Reform UK is narrowly ahead of all other political parties in Britain according to the findings of a major pollster for the first time, adding evidence to suggest a general trend in favour of Nigel Farage’s nascent faction.
If there were a general election to be held tomorrow in the United Kingdom, pollster YouGov states that Nigel Farage’s Reform UK would emerge with the greatest number of votes. Nigel Farage’s party, which only got elected Members of Parliament for the first time last year, was polled to take 25 per cent of the national vote.
The result means that the populist party has pulled ahead — but “within the margin of error”, YouGov reminds us — of Britain’s legacy parties of government. While Reform has picked up two points since the last poll in late January, Labour has lost a more statistically significant three points, falling to 24 per cent. The Conservatives lost another point since the last round, continuing their record-low run of polling at 21 per cent.
The Liberals, once a formidable party of government before it was replaced by Labour a century ago, trail well behind on 14 points, while the Green Party takes just nine.
Our latest voting intention poll (2-3 Feb) has Reform UK in front for the first time, although the 1pt lead is within the margin of error.
— YouGov (@YouGov) February 3, 2025
Ref: 25% (+2 from 26-27 Jan)
Lab: 24% (-3)
Con: 21% (-1)
Lib Dem: 14% (=)
Green: 9% (=)
SNP: 3% (=) pic.twitter.com/eerJuTozLI
This result is perhaps not the most pronounced lead for Reform in recent polling, but it does stand out as important in its own right. Among the British polling industry — which has suffered some serious blows to its credibility in the last decade — YouGov is reckoned to be one of the more accurate pollsters.

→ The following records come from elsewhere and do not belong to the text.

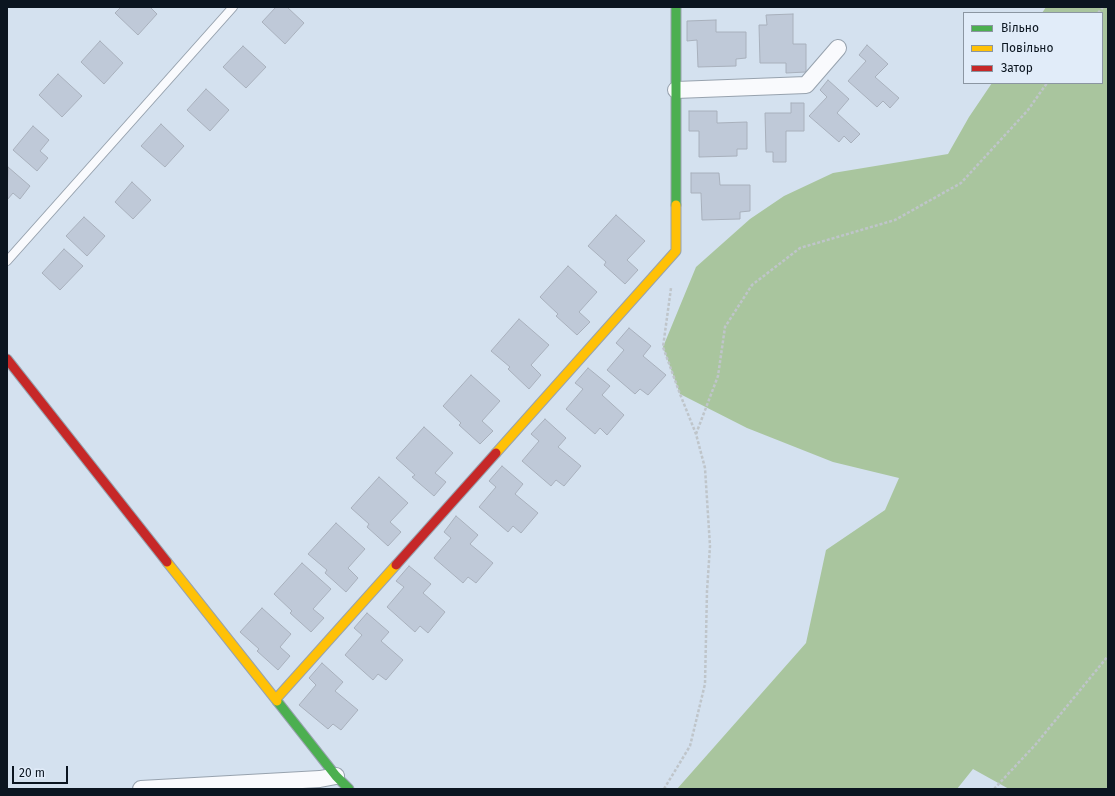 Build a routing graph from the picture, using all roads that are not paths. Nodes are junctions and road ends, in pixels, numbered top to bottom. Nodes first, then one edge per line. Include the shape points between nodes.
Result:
1 (233, 7) edge
2 (676, 7) edge
3 (838, 48) dead end
4 (676, 90) junction
5 (7, 261) edge
6 (7, 359) edge
7 (276, 699) junction
8 (336, 776) junction
9 (141, 789) edge
10 (349, 789) edge

1 - 5 lane
2 - 4 street
3 - 4 street via 806,85
4 - 7 street via 676,252
6 - 7 street
7 - 8 street
8 - 9 street via 320,780
8 - 10 street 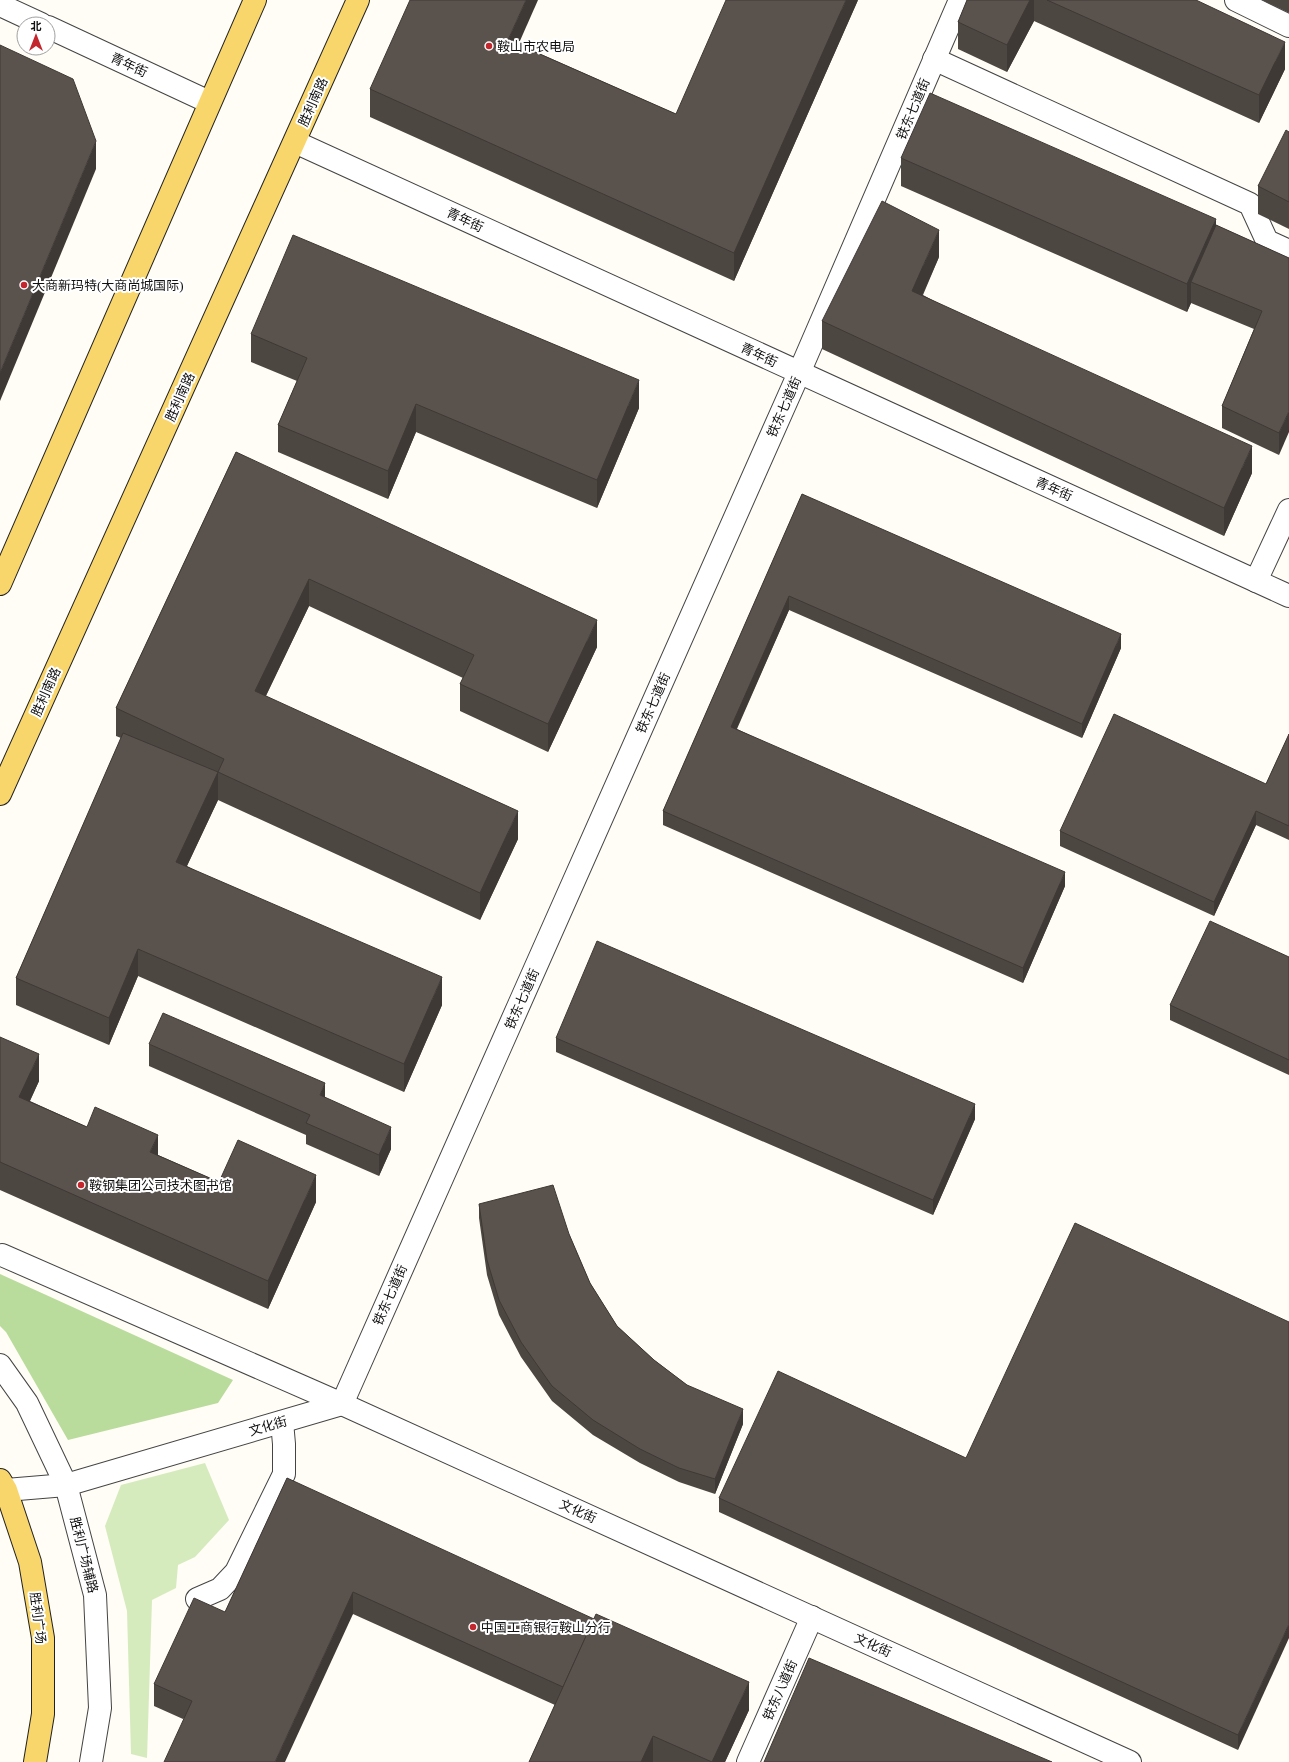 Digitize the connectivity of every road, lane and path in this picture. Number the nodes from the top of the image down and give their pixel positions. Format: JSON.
{"nodes":[{"id":1,"x":255,"y":0,"type":"edge"},
{"id":2,"x":358,"y":0,"type":"edge"},
{"id":3,"x":960,"y":0,"type":"edge"},
{"id":4,"x":1236,"y":0,"type":"edge"},
{"id":5,"x":0,"y":5,"type":"edge"},
{"id":6,"x":24,"y":16,"type":"edge"},
{"id":7,"x":1289,"y":26,"type":"edge"},
{"id":8,"x":56,"y":31,"type":"edge"},
{"id":9,"x":934,"y":59,"type":"junction"},
{"id":10,"x":209,"y":102,"type":"junction"},
{"id":11,"x":295,"y":142,"type":"junction"},
{"id":12,"x":1261,"y":184,"type":"edge"},
{"id":13,"x":1250,"y":204,"type":"junction"},
{"id":14,"x":1289,"y":251,"type":"edge"},
{"id":15,"x":799,"y":373,"type":"junction"},
{"id":16,"x":1289,"y":510,"type":"edge"},
{"id":17,"x":1256,"y":581,"type":"junction"},
{"id":18,"x":0,"y":584,"type":"edge"},
{"id":19,"x":1289,"y":596,"type":"edge"},
{"id":20,"x":0,"y":794,"type":"edge"},
{"id":21,"x":2,"y":1255,"type":"dead end"},
{"id":22,"x":0,"y":1365,"type":"edge"},
{"id":23,"x":342,"y":1404,"type":"junction"},
{"id":24,"x":282,"y":1422,"type":"junction"},
{"id":25,"x":66,"y":1484,"type":"junction"},
{"id":26,"x":3,"y":1485,"type":"edge"},
{"id":27,"x":197,"y":1599,"type":"edge"},
{"id":28,"x":812,"y":1617,"type":"junction"},
{"id":29,"x":35,"y":1762,"type":"edge"},
{"id":30,"x":91,"y":1762,"type":"edge"},
{"id":31,"x":748,"y":1762,"type":"edge"},
{"id":32,"x":1130,"y":1762,"type":"edge"}],
"edges":[{"from":1,"to":10,"type":"main road"},
{"from":2,"to":11,"type":"main road","name":"胜利南路"},
{"from":3,"to":9,"type":"street","name":"铁东七道街"},
{"from":4,"to":7,"type":"street"},
{"from":5,"to":6,"type":"street"},
{"from":8,"to":10,"type":"street","name":"青年街"},
{"from":9,"to":13,"type":"street"},
{"from":9,"to":15,"type":"street","name":"铁东七道街"},
{"from":10,"to":18,"type":"main road"},
{"from":11,"to":15,"type":"street","name":"青年街"},
{"from":11,"to":20,"type":"main road","name":"胜利南路"},
{"from":12,"to":13,"type":"street"},
{"from":13,"to":14,"type":"street"},
{"from":15,"to":17,"type":"street","name":"青年街"},
{"from":15,"to":23,"type":"street","name":"铁东七道街"},
{"from":16,"to":17,"type":"street"},
{"from":17,"to":19,"type":"street","name":"青年街"},
{"from":21,"to":23,"type":"street"},
{"from":22,"to":25,"type":"street","name":"胜利广场辅路"},
{"from":23,"to":24,"type":"street","name":"文化街"},
{"from":23,"to":28,"type":"street","name":"文化街"},
{"from":24,"to":25,"type":"street","name":"文化街"},
{"from":24,"to":27,"type":"street"},
{"from":25,"to":26,"type":"street","name":"文化街"},
{"from":25,"to":30,"type":"street","name":"胜利广场辅路"},
{"from":26,"to":29,"type":"main road","name":"胜利广场"},
{"from":28,"to":31,"type":"street","name":"铁东八道街"},
{"from":28,"to":32,"type":"street","name":"文化街"}]}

Indeed, the UK Election Data Vault has previously stated that YouGov was among the most accurate in predicting the 2024 UK General Election.
The demographic breakdown of the YouGov figures published Monday evening also appeared to buttress trends already identified elsewhere, namely that Reform’s onward march in the polls is due to a combination of retaining an impressive level of loyalty among its own voters while also recruiting a good number of defectors from elsewhere.
A solid nine in ten Britons who voted for Reform in the 2024 general election said they would do so again next time. Yet 24 per cent of 2024 Conservative voters said they would now back Reform, equivalent to 1.6 million Tories defecting to Reform out of an active electorate of 29 million.
Farage’s Reform Leading UK Poll For First Time, Points Ahead of Traditional Parties Tories and Labourhttps://t.co/13YE2fbanx
— Breitbart London (@BreitbartLondon) January 25, 2025
Despite that Reform are doggedly portrayed as right-wing extremists in much of the UK press, an impressive eight per cent of 2024 Labour voters now say they would back Farage’s faction, something like three-quarters of a million Labour defectors to the Reform camp. This may vindicate Farage’s plan to go after Labour’s historic working-class voter base, who may have backed the party tribally in the past but are poorly represented by its modern metropolitan-liberal leadership.
Perhaps most incredible, given the apparently irreconcilable differences between their political positions, is YouGov’s claim that four per cent of former Liberal Democrats would now back Reform UK.
The other parties from whom Farage is poaching voters have apparently taken notice. The Conservatives had, The Sun’s Harry Cole reports, a crisis meeting on Monday to try and figure out their plummeting polling and evaporating donations. Claims in the day alleged the party was no longer able to afford to pay special advisors for ministers and may even be about to surrender the lease on its central London party headquarters.
Labour, on the other hand, are said to have established an ‘anti-Reform unit’ to better coordinate their attacks against Nigel Farage. A senior Labour figure identified by GB News is reported to believe attacking Mr Farage on the National Health Service (NHS) is Labour’s silver bullet.